Health Department officials discussed the possibility of the novel coronavirus being in the local community before the first official cases, as well as how local marinas are handling the possible influx of tourists, during the department's weekly information update which was held on Wednesday, May 6.
Dr. Christine Weyman, medical director for the Lake Cumberland
District Health Department (LCDHD), said that it was possible cases
of COVID-19 were circulating in the area as early as Christmas.
She was responding to a question from the public as to whether
people who had COVID-like symptoms in December or January and who had
tested negative for the flu may have had the coronavirus.
"It is definitely possible that these people with the appropriate
symptoms did have COVID in December," she said. "Before a pandemic
eventuates, the virus can be circulating in the community without
being noticed. So these symptoms are very possibly COVID-19."
She said that people who think they may have already had the disease
can be tested to see if antibodies are present in their system, which
would be indicative that they had the disease.
Dr.
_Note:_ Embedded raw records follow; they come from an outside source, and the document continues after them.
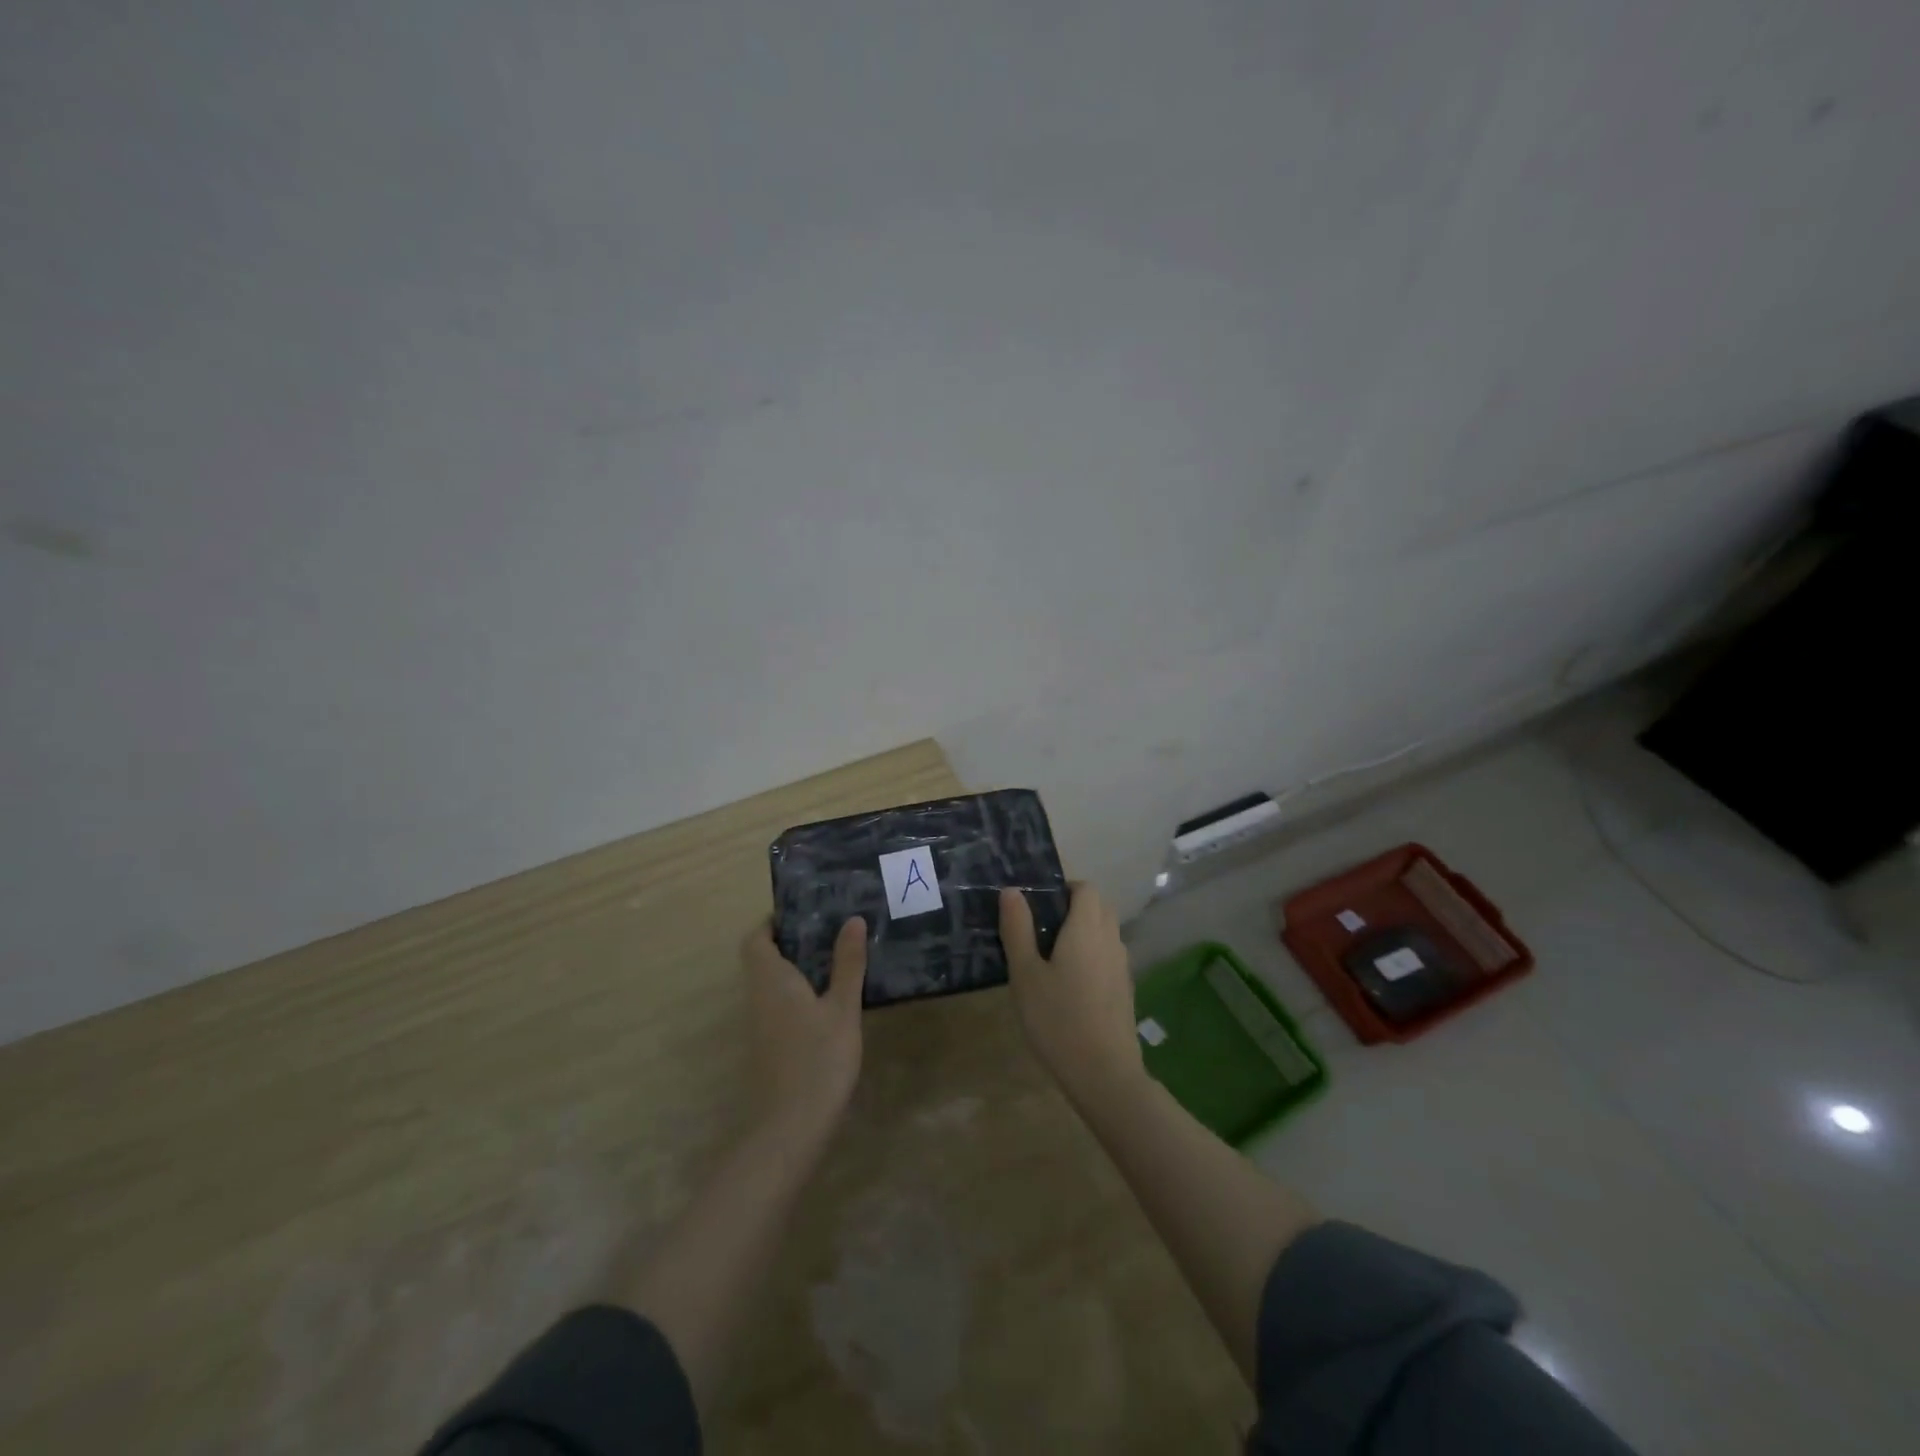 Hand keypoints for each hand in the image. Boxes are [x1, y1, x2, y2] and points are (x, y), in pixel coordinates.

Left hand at [740, 917, 867, 1138]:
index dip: (773, 922)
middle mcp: (759, 996)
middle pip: (763, 958)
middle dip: (792, 942)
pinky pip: (779, 1004)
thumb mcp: (842, 1007)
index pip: (756, 938)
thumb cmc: (818, 1058)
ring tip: (837, 957)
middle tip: (831, 930)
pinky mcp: (769, 1045)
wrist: (791, 1127)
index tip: (804, 912)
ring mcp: (761, 1024)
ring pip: (771, 982)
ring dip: (797, 967)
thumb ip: (847, 963)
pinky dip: (799, 992)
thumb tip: (852, 919)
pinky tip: (830, 1000)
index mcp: (771, 979)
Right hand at [999, 885, 1143, 1101]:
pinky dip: (1092, 954)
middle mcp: (1110, 939)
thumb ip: (1018, 929)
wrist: (1104, 1073)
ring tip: (1050, 955)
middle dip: (1073, 906)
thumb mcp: (1025, 974)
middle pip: (1099, 906)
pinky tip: (1069, 983)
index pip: (1085, 888)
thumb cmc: (1057, 1018)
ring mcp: (1122, 965)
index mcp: (1087, 928)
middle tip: (1040, 927)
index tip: (1037, 904)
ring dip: (1084, 931)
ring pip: (1106, 932)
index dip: (1063, 888)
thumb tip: (1012, 891)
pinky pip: (1108, 955)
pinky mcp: (1124, 989) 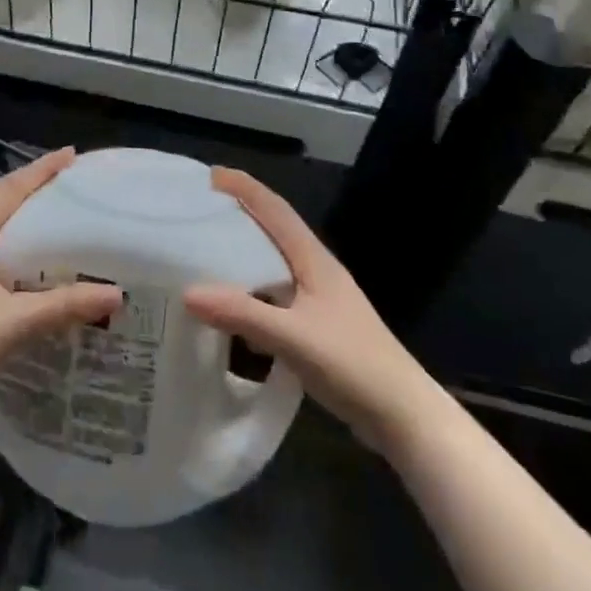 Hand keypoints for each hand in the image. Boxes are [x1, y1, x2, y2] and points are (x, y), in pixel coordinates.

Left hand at [0, 148, 122, 417]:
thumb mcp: (15, 322)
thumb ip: (64, 306)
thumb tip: (115, 293)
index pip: (9, 189)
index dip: (40, 170)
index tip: (70, 154)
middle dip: (23, 183)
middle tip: (57, 180)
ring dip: (8, 206)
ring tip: (38, 208)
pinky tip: (12, 253)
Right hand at [184, 168, 439, 455]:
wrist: (403, 416)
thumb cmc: (353, 364)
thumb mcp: (294, 337)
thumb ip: (242, 314)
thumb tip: (187, 291)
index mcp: (314, 259)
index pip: (275, 209)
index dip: (245, 187)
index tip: (209, 175)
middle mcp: (316, 270)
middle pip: (274, 229)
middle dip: (239, 213)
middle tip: (198, 210)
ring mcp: (319, 299)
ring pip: (274, 262)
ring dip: (244, 252)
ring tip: (205, 251)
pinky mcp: (317, 326)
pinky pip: (275, 294)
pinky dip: (251, 289)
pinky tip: (232, 305) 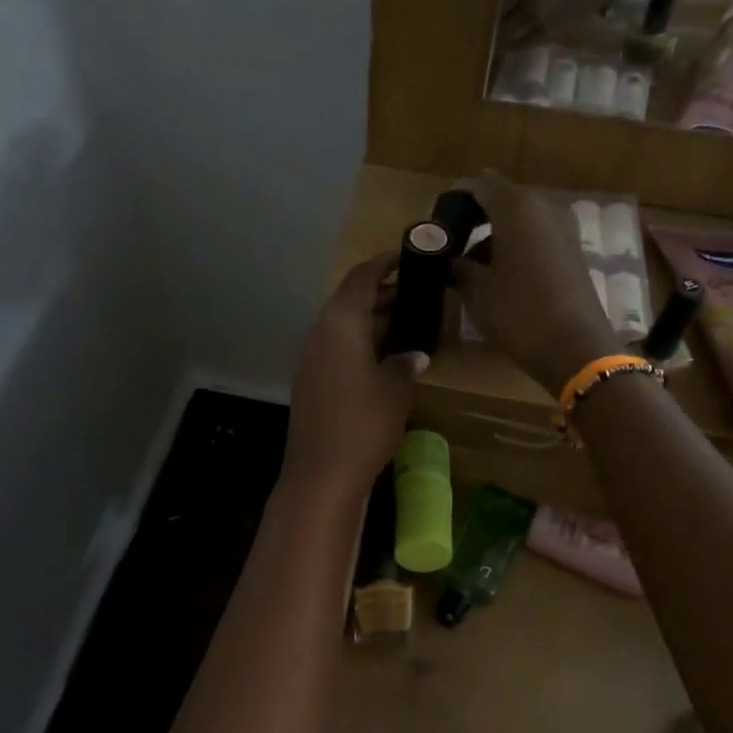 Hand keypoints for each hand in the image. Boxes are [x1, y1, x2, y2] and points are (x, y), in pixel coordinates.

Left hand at [282, 255, 426, 503]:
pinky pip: (339, 349)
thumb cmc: (363, 424)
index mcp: (340, 323)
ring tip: (411, 325)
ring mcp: (312, 359)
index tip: (409, 257)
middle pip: (352, 301)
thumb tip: (412, 354)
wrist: (321, 474)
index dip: (385, 264)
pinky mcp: (312, 382)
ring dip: (375, 322)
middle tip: (421, 296)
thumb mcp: (395, 389)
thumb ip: (405, 363)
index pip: (362, 278)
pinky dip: (362, 345)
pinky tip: (387, 358)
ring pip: (346, 327)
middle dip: (385, 296)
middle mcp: (320, 333)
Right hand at [458, 170, 622, 397]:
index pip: (479, 186)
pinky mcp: (574, 250)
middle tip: (454, 244)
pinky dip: (519, 247)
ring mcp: (564, 227)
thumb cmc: (519, 313)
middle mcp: (544, 206)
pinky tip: (503, 274)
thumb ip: (461, 267)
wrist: (576, 347)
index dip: (457, 200)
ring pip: (522, 219)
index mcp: (516, 206)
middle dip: (478, 217)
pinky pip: (538, 236)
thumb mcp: (477, 292)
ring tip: (475, 265)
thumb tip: (454, 260)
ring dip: (498, 235)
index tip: (439, 222)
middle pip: (503, 199)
Weyman said there is not enough evidence right now to know how
long a patient would have immunity to the disease after they
recovered from it.
"However, since we are also using plasma from recovered patients to
treat active cases, I assume that at least initially or shortly after
the illness, people must be immune to some degree," she said.
LCDHD officials also answered a question about whether they were
concerned about the return of the "Ohio Navy" or out-of state boaters
who will use Lake Cumberland for recreation this summer.
LCDHD Executive Director Shawn Crabtree said "We're looking for
extra guidance from the governor's office about the marinas and so
forth. … We are concerned about anyone coming into our state from a
state where there are more active cases."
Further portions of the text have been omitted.